··· The data

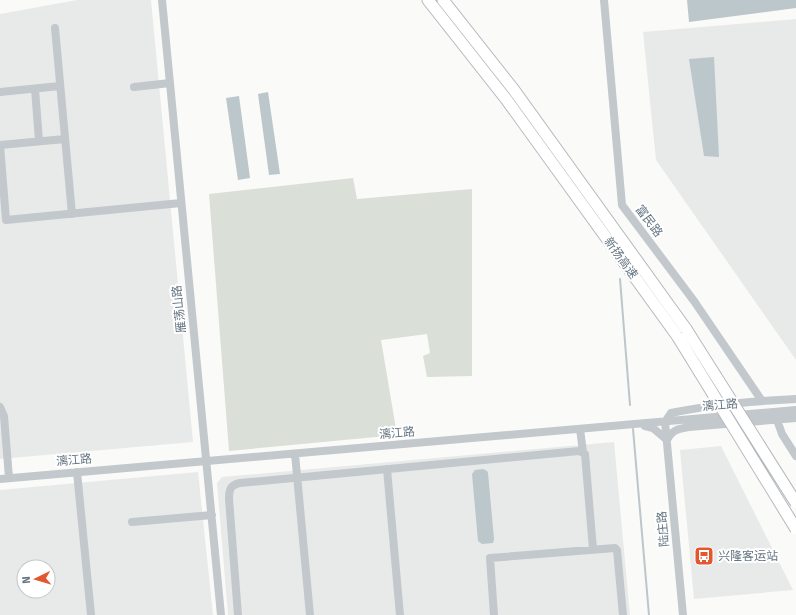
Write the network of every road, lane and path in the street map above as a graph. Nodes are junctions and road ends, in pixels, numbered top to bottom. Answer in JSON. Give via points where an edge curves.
{"nodes":[{"id":1,"x":162,"y":0,"type":"edge"},
{"id":2,"x":428,"y":0,"type":"edge"},
{"id":3,"x":443,"y":0,"type":"edge"},
{"id":4,"x":604,"y":0,"type":"edge"},
{"id":5,"x":55,"y":28,"type":"dead end"},
{"id":6,"x":170,"y":84,"type":"junction"},
{"id":7,"x":60,"y":86,"type":"junction"},
{"id":8,"x":134,"y":87,"type":"dead end"},
{"id":9,"x":35,"y":89,"type":"junction"},
{"id":10,"x":0,"y":92,"type":"edge"},
{"id":11,"x":65,"y":139,"type":"junction"},
{"id":12,"x":38,"y":141,"type":"junction"},
{"id":13,"x":181,"y":203,"type":"junction"},
{"id":14,"x":72,"y":214,"type":"junction"},
{"id":15,"x":796,"y":399,"type":"edge"},
{"id":16,"x":762,"y":401,"type":"junction"},
{"id":17,"x":0,"y":407,"type":"edge"},
{"id":18,"x":796,"y":410,"type":"edge"},
{"id":19,"x":796,"y":418,"type":"edge"},
{"id":20,"x":777,"y":420,"type":"junction"},
{"id":21,"x":666,"y":422,"type":"junction"},
{"id":22,"x":639,"y":424,"type":"junction"},
{"id":23,"x":580,"y":429,"type":"junction"},
{"id":24,"x":667,"y":440,"type":"junction"},
{"id":25,"x":582,"y":452,"type":"junction"},
{"id":26,"x":295,"y":454,"type":"junction"},
{"id":27,"x":796,"y":456,"type":"edge"},
{"id":28,"x":207,"y":461,"type":"junction"},
{"id":29,"x":387,"y":469,"type":"junction"},
{"id":30,"x":77,"y":472,"type":"junction"},
{"id":31,"x":9,"y":478,"type":"junction"},
{"id":32,"x":298,"y":478,"type":"junction"},
{"id":33,"x":0,"y":479,"type":"edge"},
{"id":34,"x":796,"y":502,"type":"edge"},
{"id":35,"x":212,"y":515,"type":"junction"},
{"id":36,"x":132,"y":522,"type":"dead end"},
{"id":37,"x":796,"y":530,"type":"edge"},
{"id":38,"x":593,"y":549,"type":"junction"},
{"id":39,"x":91,"y":615,"type":"edge"},
{"id":40,"x":221,"y":615,"type":"edge"},
{"id":41,"x":238,"y":615,"type":"edge"},
{"id":42,"x":310,"y":615,"type":"edge"},
{"id":43,"x":400,"y":615,"type":"edge"},
{"id":44,"x":494,"y":615,"type":"edge"},
{"id":45,"x":623,"y":615,"type":"edge"},
{"id":46,"x":683,"y":615,"type":"edge"}],
"edges":[{"from":1,"to":6,"type":"street","name":"雁荡山路"},
{"from":2,"to":37,"type":"highway","name":"新扬高速","bridge":true,"via":[[506,99],[678,337]]},
{"from":3,"to":34,"type":"highway","name":"新扬高速","bridge":true,"via":[[514,90],[686,329]]},
{"from":4,"to":16,"type":"street","name":"富民路","via":[[622,205],[694,301]]},
{"from":5,"to":7,"type":"street"},
{"from":6,"to":8,"type":"street"},
{"from":6,"to":13,"type":"street","name":"雁荡山路"},
{"from":7,"to":9,"type":"street"},
{"from":7,"to":11,"type":"street"},
{"from":9,"to":10,"type":"street"},
{"from":9,"to":12,"type":"street"},
{"from":11,"to":12,"type":"street"},
{"from":11,"to":14,"type":"street"},
{"from":12,"to":14,"type":"street","via":[[0,144],[6,220]]},
{"from":13,"to":14,"type":"street"},
{"from":13,"to":28,"type":"street","name":"雁荡山路"},
{"from":15,"to":16,"type":"street"},
{"from":16,"to":21,"type":"street","via":[[683,410],[671,413]]},
{"from":17,"to":31,"type":"street","via":[[4,416]]},
{"from":18,"to":21,"type":"street","name":"漓江路"},
{"from":19,"to":20,"type":"street"},
{"from":20,"to":24,"type":"street","via":[[689,427],[670,434]]},
{"from":20,"to":27,"type":"street","via":[[782,434]]},
{"from":21,"to":22,"type":"street","name":"漓江路"},
{"from":21,"to":24,"type":"street","name":"陆庄路"},
{"from":22,"to":23,"type":"street","name":"漓江路"},
{"from":22,"to":24,"type":"street","via":[[653,428]]},
{"from":23,"to":25,"type":"street"},
{"from":23,"to":26,"type":"street","name":"漓江路"},
{"from":24,"to":46,"type":"street","name":"陆庄路"},
{"from":25,"to":29,"type":"street"},
{"from":25,"to":38,"type":"street","via":[[585,454]]},
{"from":26,"to":28,"type":"street","name":"漓江路"},
{"from":26,"to":32,"type":"street"},
{"from":28,"to":30,"type":"street","name":"漓江路"},
{"from":28,"to":35,"type":"street","name":"雁荡山路"},
{"from":29,"to":32,"type":"street"},
{"from":29,"to":43,"type":"street"},
{"from":30,"to":31,"type":"street","name":"漓江路"},
{"from":30,"to":39,"type":"street"},
{"from":31,"to":33,"type":"street","name":"漓江路"},
{"from":32,"to":41,"type":"street","via":[[240,483],[232,486],[230,490]]},
{"from":32,"to":42,"type":"street"},
{"from":35,"to":36,"type":"street"},
{"from":35,"to":40,"type":"street","name":"雁荡山路"},
{"from":38,"to":44,"type":"street","via":[[490,558]]},
{"from":38,"to":45,"type":"street","via":[[617,550]]}]}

······

(What you have to do): Retype the data exactly as it stands, but keep the images out of your copy.

(Answer to this task):
Write the network of every road, lane and path in the street map above as a graph. Nodes are junctions and road ends, in pixels, numbered top to bottom. Answer in JSON. Give via points where an edge curves.
{"nodes":[{"id":1,"x":162,"y":0,"type":"edge"},
{"id":2,"x":428,"y":0,"type":"edge"},
{"id":3,"x":443,"y":0,"type":"edge"},
{"id":4,"x":604,"y":0,"type":"edge"},
{"id":5,"x":55,"y":28,"type":"dead end"},
{"id":6,"x":170,"y":84,"type":"junction"},
{"id":7,"x":60,"y":86,"type":"junction"},
{"id":8,"x":134,"y":87,"type":"dead end"},
{"id":9,"x":35,"y":89,"type":"junction"},
{"id":10,"x":0,"y":92,"type":"edge"},
{"id":11,"x":65,"y":139,"type":"junction"},
{"id":12,"x":38,"y":141,"type":"junction"},
{"id":13,"x":181,"y":203,"type":"junction"},
{"id":14,"x":72,"y":214,"type":"junction"},
{"id":15,"x":796,"y":399,"type":"edge"},
{"id":16,"x":762,"y":401,"type":"junction"},
{"id":17,"x":0,"y":407,"type":"edge"},
{"id":18,"x":796,"y":410,"type":"edge"},
{"id":19,"x":796,"y":418,"type":"edge"},
{"id":20,"x":777,"y":420,"type":"junction"},
{"id":21,"x":666,"y":422,"type":"junction"},
{"id":22,"x":639,"y":424,"type":"junction"},
{"id":23,"x":580,"y":429,"type":"junction"},
{"id":24,"x":667,"y":440,"type":"junction"},
{"id":25,"x":582,"y":452,"type":"junction"},
{"id":26,"x":295,"y":454,"type":"junction"},
{"id":27,"x":796,"y":456,"type":"edge"},
{"id":28,"x":207,"y":461,"type":"junction"},
{"id":29,"x":387,"y":469,"type":"junction"},
{"id":30,"x":77,"y":472,"type":"junction"},
{"id":31,"x":9,"y":478,"type":"junction"},
{"id":32,"x":298,"y":478,"type":"junction"},
{"id":33,"x":0,"y":479,"type":"edge"},
{"id":34,"x":796,"y":502,"type":"edge"},
{"id":35,"x":212,"y":515,"type":"junction"},
{"id":36,"x":132,"y":522,"type":"dead end"},
{"id":37,"x":796,"y":530,"type":"edge"},
{"id":38,"x":593,"y":549,"type":"junction"},
{"id":39,"x":91,"y":615,"type":"edge"},
{"id":40,"x":221,"y":615,"type":"edge"},
{"id":41,"x":238,"y":615,"type":"edge"},
{"id":42,"x":310,"y":615,"type":"edge"},
{"id":43,"x":400,"y":615,"type":"edge"},
{"id":44,"x":494,"y":615,"type":"edge"},
{"id":45,"x":623,"y":615,"type":"edge"},
{"id":46,"x":683,"y":615,"type":"edge"}],
"edges":[{"from":1,"to":6,"type":"street","name":"雁荡山路"},
{"from":2,"to":37,"type":"highway","name":"新扬高速","bridge":true,"via":[[506,99],[678,337]]},
{"from":3,"to":34,"type":"highway","name":"新扬高速","bridge":true,"via":[[514,90],[686,329]]},
{"from":4,"to":16,"type":"street","name":"富民路","via":[[622,205],[694,301]]},
{"from":5,"to":7,"type":"street"},
{"from":6,"to":8,"type":"street"},
{"from":6,"to":13,"type":"street","name":"雁荡山路"},
{"from":7,"to":9,"type":"street"},
{"from":7,"to":11,"type":"street"},
{"from":9,"to":10,"type":"street"},
{"from":9,"to":12,"type":"street"},
{"from":11,"to":12,"type":"street"},
{"from":11,"to":14,"type":"street"},
{"from":12,"to":14,"type":"street","via":[[0,144],[6,220]]},
{"from":13,"to":14,"type":"street"},
{"from":13,"to":28,"type":"street","name":"雁荡山路"},
{"from":15,"to":16,"type":"street"},
{"from":16,"to":21,"type":"street","via":[[683,410],[671,413]]},
{"from":17,"to":31,"type":"street","via":[[4,416]]},
{"from":18,"to":21,"type":"street","name":"漓江路"},
{"from":19,"to":20,"type":"street"},
{"from":20,"to":24,"type":"street","via":[[689,427],[670,434]]},
{"from":20,"to":27,"type":"street","via":[[782,434]]},
{"from":21,"to":22,"type":"street","name":"漓江路"},
{"from":21,"to":24,"type":"street","name":"陆庄路"},
{"from":22,"to":23,"type":"street","name":"漓江路"},
{"from":22,"to":24,"type":"street","via":[[653,428]]},
{"from":23,"to":25,"type":"street"},
{"from":23,"to":26,"type":"street","name":"漓江路"},
{"from":24,"to":46,"type":"street","name":"陆庄路"},
{"from":25,"to":29,"type":"street"},
{"from":25,"to":38,"type":"street","via":[[585,454]]},
{"from":26,"to":28,"type":"street","name":"漓江路"},
{"from":26,"to":32,"type":"street"},
{"from":28,"to":30,"type":"street","name":"漓江路"},
{"from":28,"to":35,"type":"street","name":"雁荡山路"},
{"from":29,"to":32,"type":"street"},
{"from":29,"to":43,"type":"street"},
{"from":30,"to":31,"type":"street","name":"漓江路"},
{"from":30,"to":39,"type":"street"},
{"from":31,"to":33,"type":"street","name":"漓江路"},
{"from":32,"to":41,"type":"street","via":[[240,483],[232,486],[230,490]]},
{"from":32,"to":42,"type":"street"},
{"from":35,"to":36,"type":"street"},
{"from":35,"to":40,"type":"street","name":"雁荡山路"},
{"from":38,"to":44,"type":"street","via":[[490,558]]},
{"from":38,"to":45,"type":"street","via":[[617,550]]}]}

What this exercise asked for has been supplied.